====== Provided records ======

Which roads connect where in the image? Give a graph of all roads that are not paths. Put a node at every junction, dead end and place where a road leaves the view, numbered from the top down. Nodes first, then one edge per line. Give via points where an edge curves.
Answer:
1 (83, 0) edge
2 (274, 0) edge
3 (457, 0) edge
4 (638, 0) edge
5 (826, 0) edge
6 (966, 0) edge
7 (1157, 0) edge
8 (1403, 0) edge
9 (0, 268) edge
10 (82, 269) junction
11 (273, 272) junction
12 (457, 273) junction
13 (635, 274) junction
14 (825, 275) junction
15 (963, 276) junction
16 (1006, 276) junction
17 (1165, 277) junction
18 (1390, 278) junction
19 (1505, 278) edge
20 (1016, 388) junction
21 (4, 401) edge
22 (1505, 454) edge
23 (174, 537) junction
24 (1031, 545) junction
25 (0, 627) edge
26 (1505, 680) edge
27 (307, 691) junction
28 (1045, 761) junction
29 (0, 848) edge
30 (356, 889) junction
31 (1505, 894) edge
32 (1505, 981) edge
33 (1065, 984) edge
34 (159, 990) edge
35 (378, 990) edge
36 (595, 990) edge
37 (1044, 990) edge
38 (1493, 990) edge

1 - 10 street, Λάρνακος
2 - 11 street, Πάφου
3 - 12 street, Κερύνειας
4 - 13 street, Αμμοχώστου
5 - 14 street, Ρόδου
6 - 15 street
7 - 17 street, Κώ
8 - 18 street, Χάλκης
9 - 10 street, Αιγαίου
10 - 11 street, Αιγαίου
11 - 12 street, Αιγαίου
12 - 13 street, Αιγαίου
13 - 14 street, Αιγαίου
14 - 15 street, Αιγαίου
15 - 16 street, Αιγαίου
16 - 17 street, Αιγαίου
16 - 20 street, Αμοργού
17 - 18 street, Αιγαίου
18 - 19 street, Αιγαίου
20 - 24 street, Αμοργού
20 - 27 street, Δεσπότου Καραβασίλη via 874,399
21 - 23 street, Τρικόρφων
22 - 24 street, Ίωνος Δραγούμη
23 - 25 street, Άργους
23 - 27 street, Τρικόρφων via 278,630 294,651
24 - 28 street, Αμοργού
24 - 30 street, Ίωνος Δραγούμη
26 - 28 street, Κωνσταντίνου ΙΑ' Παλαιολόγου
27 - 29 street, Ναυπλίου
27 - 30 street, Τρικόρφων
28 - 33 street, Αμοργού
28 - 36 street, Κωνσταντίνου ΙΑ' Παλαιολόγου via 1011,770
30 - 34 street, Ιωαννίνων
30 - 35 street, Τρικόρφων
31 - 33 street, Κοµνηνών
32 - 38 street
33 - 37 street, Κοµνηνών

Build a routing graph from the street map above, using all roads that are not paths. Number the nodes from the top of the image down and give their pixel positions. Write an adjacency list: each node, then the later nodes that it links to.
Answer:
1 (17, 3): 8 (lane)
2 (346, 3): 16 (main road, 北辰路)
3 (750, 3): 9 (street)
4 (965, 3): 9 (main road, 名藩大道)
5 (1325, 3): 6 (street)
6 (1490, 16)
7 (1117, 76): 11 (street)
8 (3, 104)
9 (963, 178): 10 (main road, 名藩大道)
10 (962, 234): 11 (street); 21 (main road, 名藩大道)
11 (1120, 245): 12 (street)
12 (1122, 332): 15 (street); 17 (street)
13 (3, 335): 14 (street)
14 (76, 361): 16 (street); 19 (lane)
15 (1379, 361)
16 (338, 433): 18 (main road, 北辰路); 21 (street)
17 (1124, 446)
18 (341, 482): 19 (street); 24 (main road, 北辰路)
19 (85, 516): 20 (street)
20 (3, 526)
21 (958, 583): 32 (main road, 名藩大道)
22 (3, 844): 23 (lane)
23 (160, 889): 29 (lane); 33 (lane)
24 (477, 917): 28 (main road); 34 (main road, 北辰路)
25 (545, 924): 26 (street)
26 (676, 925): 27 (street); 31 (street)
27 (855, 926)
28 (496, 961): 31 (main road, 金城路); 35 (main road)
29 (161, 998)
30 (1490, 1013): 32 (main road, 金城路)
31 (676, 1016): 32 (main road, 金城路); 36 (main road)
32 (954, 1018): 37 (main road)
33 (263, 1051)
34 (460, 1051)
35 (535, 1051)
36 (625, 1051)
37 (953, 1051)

======

* [Problem details] From the first line to the last, repeat the records exactly.

* [Final answer]
Which roads connect where in the image? Give a graph of all roads that are not paths. Put a node at every junction, dead end and place where a road leaves the view, numbered from the top down. Nodes first, then one edge per line. Give via points where an edge curves.
Answer:
1 (83, 0) edge
2 (274, 0) edge
3 (457, 0) edge
4 (638, 0) edge
5 (826, 0) edge
6 (966, 0) edge
7 (1157, 0) edge
8 (1403, 0) edge
9 (0, 268) edge
10 (82, 269) junction
11 (273, 272) junction
12 (457, 273) junction
13 (635, 274) junction
14 (825, 275) junction
15 (963, 276) junction
16 (1006, 276) junction
17 (1165, 277) junction
18 (1390, 278) junction
19 (1505, 278) edge
20 (1016, 388) junction
21 (4, 401) edge
22 (1505, 454) edge
23 (174, 537) junction
24 (1031, 545) junction
25 (0, 627) edge
26 (1505, 680) edge
27 (307, 691) junction
28 (1045, 761) junction
29 (0, 848) edge
30 (356, 889) junction
31 (1505, 894) edge
32 (1505, 981) edge
33 (1065, 984) edge
34 (159, 990) edge
35 (378, 990) edge
36 (595, 990) edge
37 (1044, 990) edge
38 (1493, 990) edge

1 - 10 street, Λάρνακος
2 - 11 street, Πάφου
3 - 12 street, Κερύνειας
4 - 13 street, Αμμοχώστου
5 - 14 street, Ρόδου
6 - 15 street
7 - 17 street, Κώ
8 - 18 street, Χάλκης
9 - 10 street, Αιγαίου
10 - 11 street, Αιγαίου
11 - 12 street, Αιγαίου
12 - 13 street, Αιγαίου
13 - 14 street, Αιγαίου
14 - 15 street, Αιγαίου
15 - 16 street, Αιγαίου
16 - 17 street, Αιγαίου
16 - 20 street, Αμοργού
17 - 18 street, Αιγαίου
18 - 19 street, Αιγαίου
20 - 24 street, Αμοργού
20 - 27 street, Δεσπότου Καραβασίλη via 874,399
21 - 23 street, Τρικόρφων
22 - 24 street, Ίωνος Δραγούμη
23 - 25 street, Άργους
23 - 27 street, Τρικόρφων via 278,630 294,651
24 - 28 street, Αμοργού
24 - 30 street, Ίωνος Δραγούμη
26 - 28 street, Κωνσταντίνου ΙΑ' Παλαιολόγου
27 - 29 street, Ναυπλίου
27 - 30 street, Τρικόρφων
28 - 33 street, Αμοργού
28 - 36 street, Κωνσταντίνου ΙΑ' Παλαιολόγου via 1011,770
30 - 34 street, Ιωαννίνων
30 - 35 street, Τρικόρφων
31 - 33 street, Κοµνηνών
32 - 38 street
33 - 37 street, Κοµνηνών

Build a routing graph from the street map above, using all roads that are not paths. Number the nodes from the top of the image down and give their pixel positions. Write an adjacency list: each node, then the later nodes that it links to.
Answer:
1 (17, 3): 8 (lane)
2 (346, 3): 16 (main road, 北辰路)
3 (750, 3): 9 (street)
4 (965, 3): 9 (main road, 名藩大道)
5 (1325, 3): 6 (street)
6 (1490, 16)
7 (1117, 76): 11 (street)
8 (3, 104)
9 (963, 178): 10 (main road, 名藩大道)
10 (962, 234): 11 (street); 21 (main road, 名藩大道)
11 (1120, 245): 12 (street)
12 (1122, 332): 15 (street); 17 (street)
13 (3, 335): 14 (street)
14 (76, 361): 16 (street); 19 (lane)
15 (1379, 361)
16 (338, 433): 18 (main road, 北辰路); 21 (street)
17 (1124, 446)
18 (341, 482): 19 (street); 24 (main road, 北辰路)
19 (85, 516): 20 (street)
20 (3, 526)
21 (958, 583): 32 (main road, 名藩大道)
22 (3, 844): 23 (lane)
23 (160, 889): 29 (lane); 33 (lane)
24 (477, 917): 28 (main road); 34 (main road, 北辰路)
25 (545, 924): 26 (street)
26 (676, 925): 27 (street); 31 (street)
27 (855, 926)
28 (496, 961): 31 (main road, 金城路); 35 (main road)
29 (161, 998)
30 (1490, 1013): 32 (main road, 金城路)
31 (676, 1016): 32 (main road, 金城路); 36 (main road)
32 (954, 1018): 37 (main road)
33 (263, 1051)
34 (460, 1051)
35 (535, 1051)
36 (625, 1051)
37 (953, 1051)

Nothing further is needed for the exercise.